GOAL OF THE EXERCISE: Your copy of the data should match it exactly, except that the pictures are gone.

DATA PROVIDED:
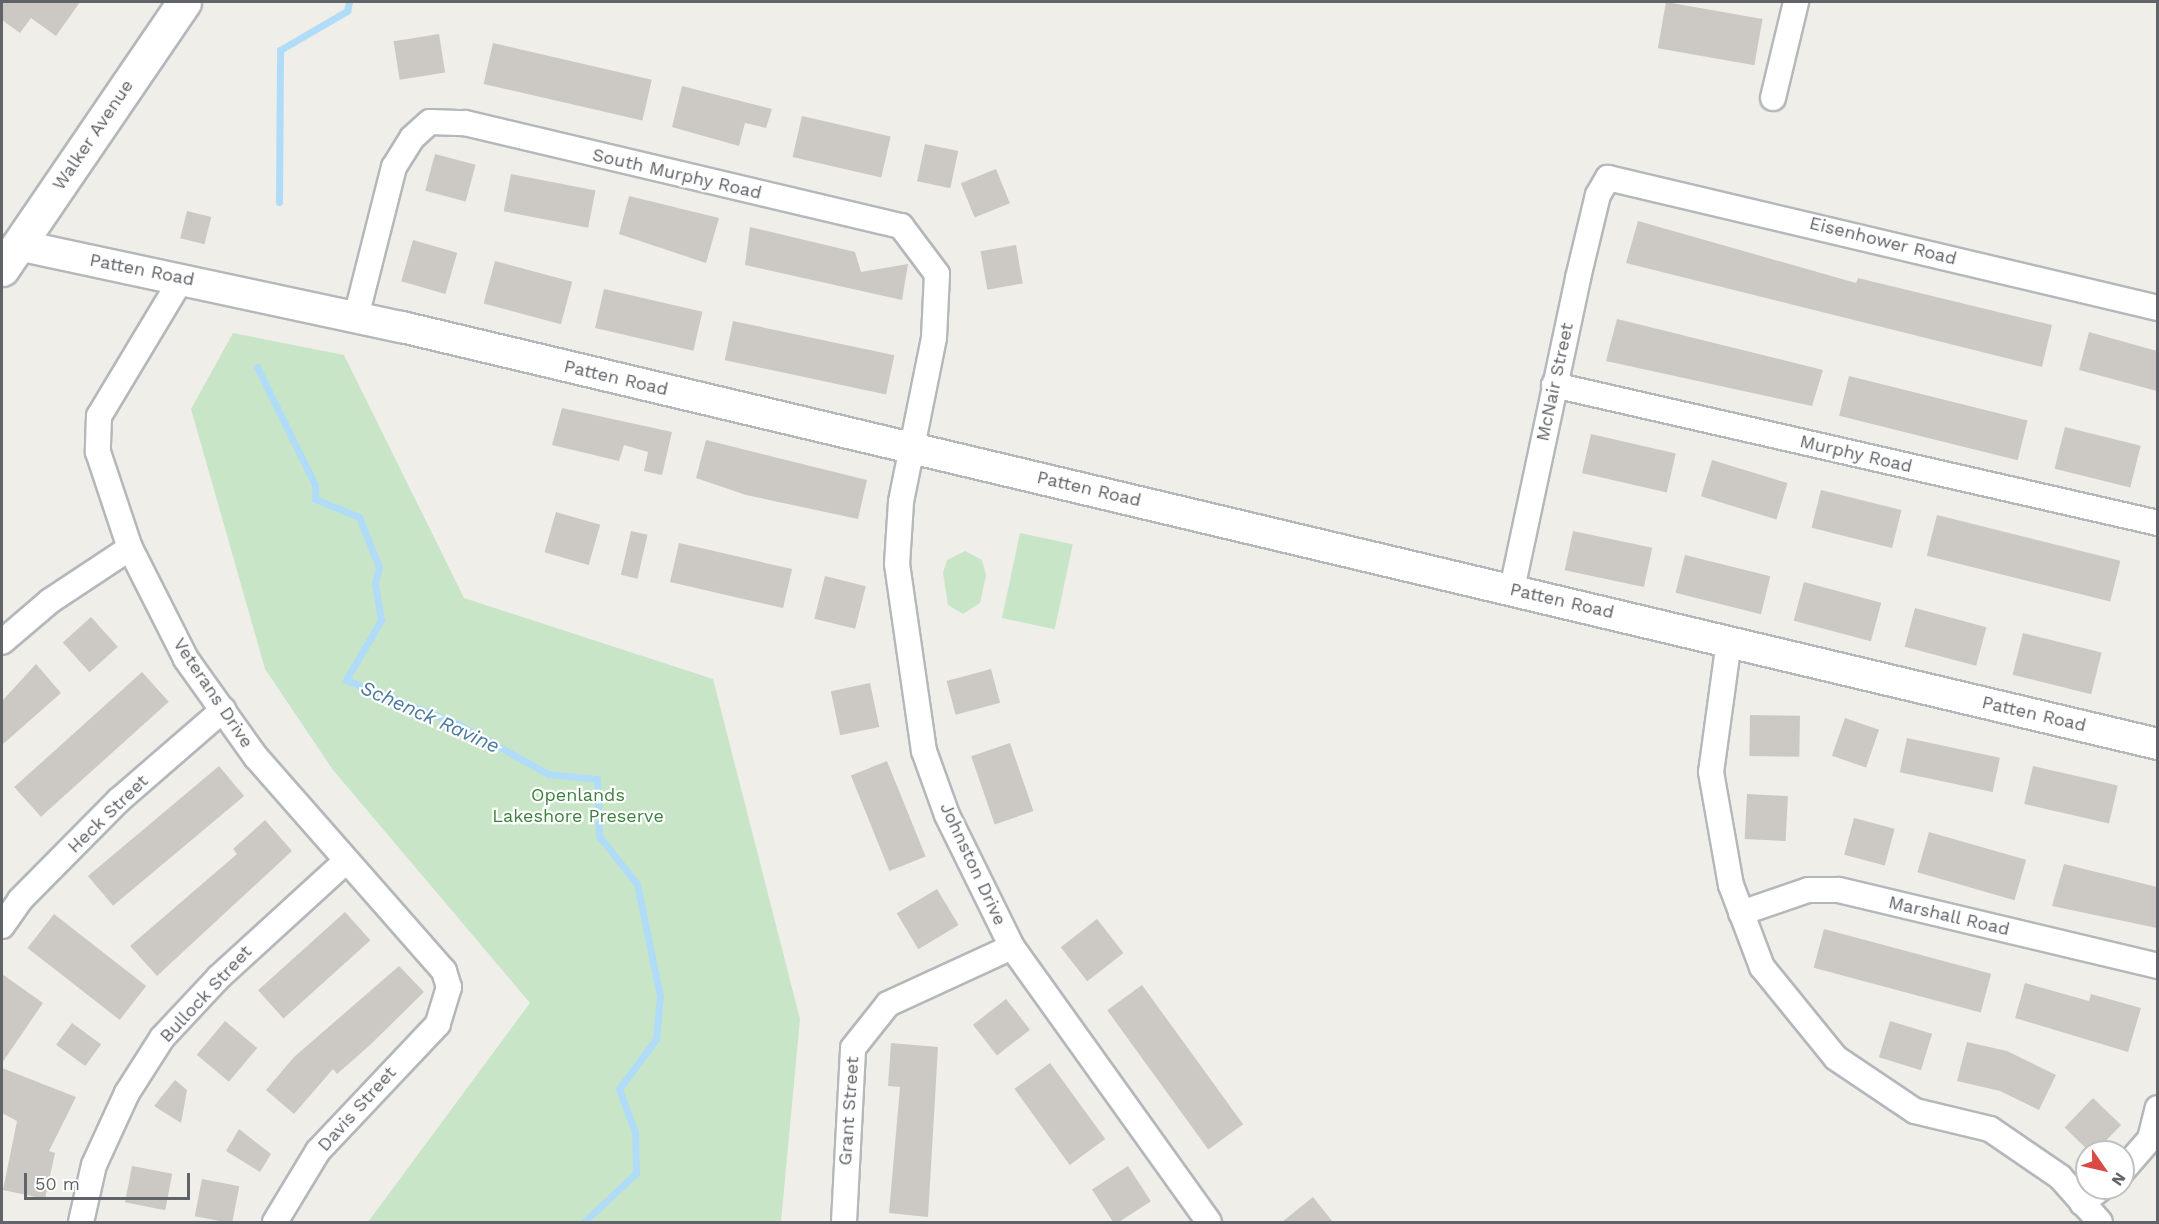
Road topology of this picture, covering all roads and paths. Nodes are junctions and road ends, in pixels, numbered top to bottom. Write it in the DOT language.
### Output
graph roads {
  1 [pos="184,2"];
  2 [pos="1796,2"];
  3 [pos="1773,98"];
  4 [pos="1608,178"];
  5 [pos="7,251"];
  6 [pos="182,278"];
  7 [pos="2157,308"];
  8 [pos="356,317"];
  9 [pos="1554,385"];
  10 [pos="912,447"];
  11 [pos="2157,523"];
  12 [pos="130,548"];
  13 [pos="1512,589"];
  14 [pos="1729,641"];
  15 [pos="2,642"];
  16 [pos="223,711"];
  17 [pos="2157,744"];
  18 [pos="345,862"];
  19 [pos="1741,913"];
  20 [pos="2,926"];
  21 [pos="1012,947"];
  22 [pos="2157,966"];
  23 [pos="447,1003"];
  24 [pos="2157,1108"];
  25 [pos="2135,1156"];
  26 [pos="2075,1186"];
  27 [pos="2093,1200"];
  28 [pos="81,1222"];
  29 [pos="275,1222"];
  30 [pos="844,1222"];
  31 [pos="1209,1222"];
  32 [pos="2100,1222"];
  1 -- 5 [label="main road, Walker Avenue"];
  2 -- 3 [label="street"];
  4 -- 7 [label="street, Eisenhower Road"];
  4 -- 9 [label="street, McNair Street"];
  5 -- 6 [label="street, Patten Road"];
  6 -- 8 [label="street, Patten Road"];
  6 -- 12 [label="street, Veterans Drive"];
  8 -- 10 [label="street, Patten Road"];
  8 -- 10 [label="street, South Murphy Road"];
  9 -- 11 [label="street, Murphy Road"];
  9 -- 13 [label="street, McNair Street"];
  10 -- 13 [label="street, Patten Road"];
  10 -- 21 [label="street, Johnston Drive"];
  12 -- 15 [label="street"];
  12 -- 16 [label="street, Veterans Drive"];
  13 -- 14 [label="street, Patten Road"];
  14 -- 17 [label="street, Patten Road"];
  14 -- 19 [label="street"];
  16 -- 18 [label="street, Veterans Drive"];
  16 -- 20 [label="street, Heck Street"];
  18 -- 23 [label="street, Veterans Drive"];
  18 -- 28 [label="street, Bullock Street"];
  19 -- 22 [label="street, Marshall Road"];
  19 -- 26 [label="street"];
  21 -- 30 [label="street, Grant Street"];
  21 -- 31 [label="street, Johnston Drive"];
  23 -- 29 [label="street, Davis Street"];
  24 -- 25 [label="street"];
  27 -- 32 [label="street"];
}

WRITTEN RESPONSE:
Road topology of this picture, covering all roads and paths. Nodes are junctions and road ends, in pixels, numbered top to bottom. Write it in the DOT language.
### Output
graph roads {
  1 [pos="184,2"];
  2 [pos="1796,2"];
  3 [pos="1773,98"];
  4 [pos="1608,178"];
  5 [pos="7,251"];
  6 [pos="182,278"];
  7 [pos="2157,308"];
  8 [pos="356,317"];
  9 [pos="1554,385"];
  10 [pos="912,447"];
  11 [pos="2157,523"];
  12 [pos="130,548"];
  13 [pos="1512,589"];
  14 [pos="1729,641"];
  15 [pos="2,642"];
  16 [pos="223,711"];
  17 [pos="2157,744"];
  18 [pos="345,862"];
  19 [pos="1741,913"];
  20 [pos="2,926"];
  21 [pos="1012,947"];
  22 [pos="2157,966"];
  23 [pos="447,1003"];
  24 [pos="2157,1108"];
  25 [pos="2135,1156"];
  26 [pos="2075,1186"];
  27 [pos="2093,1200"];
  28 [pos="81,1222"];
  29 [pos="275,1222"];
  30 [pos="844,1222"];
  31 [pos="1209,1222"];
  32 [pos="2100,1222"];
  1 -- 5 [label="main road, Walker Avenue"];
  2 -- 3 [label="street"];
  4 -- 7 [label="street, Eisenhower Road"];
  4 -- 9 [label="street, McNair Street"];
  5 -- 6 [label="street, Patten Road"];
  6 -- 8 [label="street, Patten Road"];
  6 -- 12 [label="street, Veterans Drive"];
  8 -- 10 [label="street, Patten Road"];
  8 -- 10 [label="street, South Murphy Road"];
  9 -- 11 [label="street, Murphy Road"];
  9 -- 13 [label="street, McNair Street"];
  10 -- 13 [label="street, Patten Road"];
  10 -- 21 [label="street, Johnston Drive"];
  12 -- 15 [label="street"];
  12 -- 16 [label="street, Veterans Drive"];
  13 -- 14 [label="street, Patten Road"];
  14 -- 17 [label="street, Patten Road"];
  14 -- 19 [label="street"];
  16 -- 18 [label="street, Veterans Drive"];
  16 -- 20 [label="street, Heck Street"];
  18 -- 23 [label="street, Veterans Drive"];
  18 -- 28 [label="street, Bullock Street"];
  19 -- 22 [label="street, Marshall Road"];
  19 -- 26 [label="street"];
  21 -- 30 [label="street, Grant Street"];
  21 -- 31 [label="street, Johnston Drive"];
  23 -- 29 [label="street, Davis Street"];
  24 -- 25 [label="street"];
  27 -- 32 [label="street"];
}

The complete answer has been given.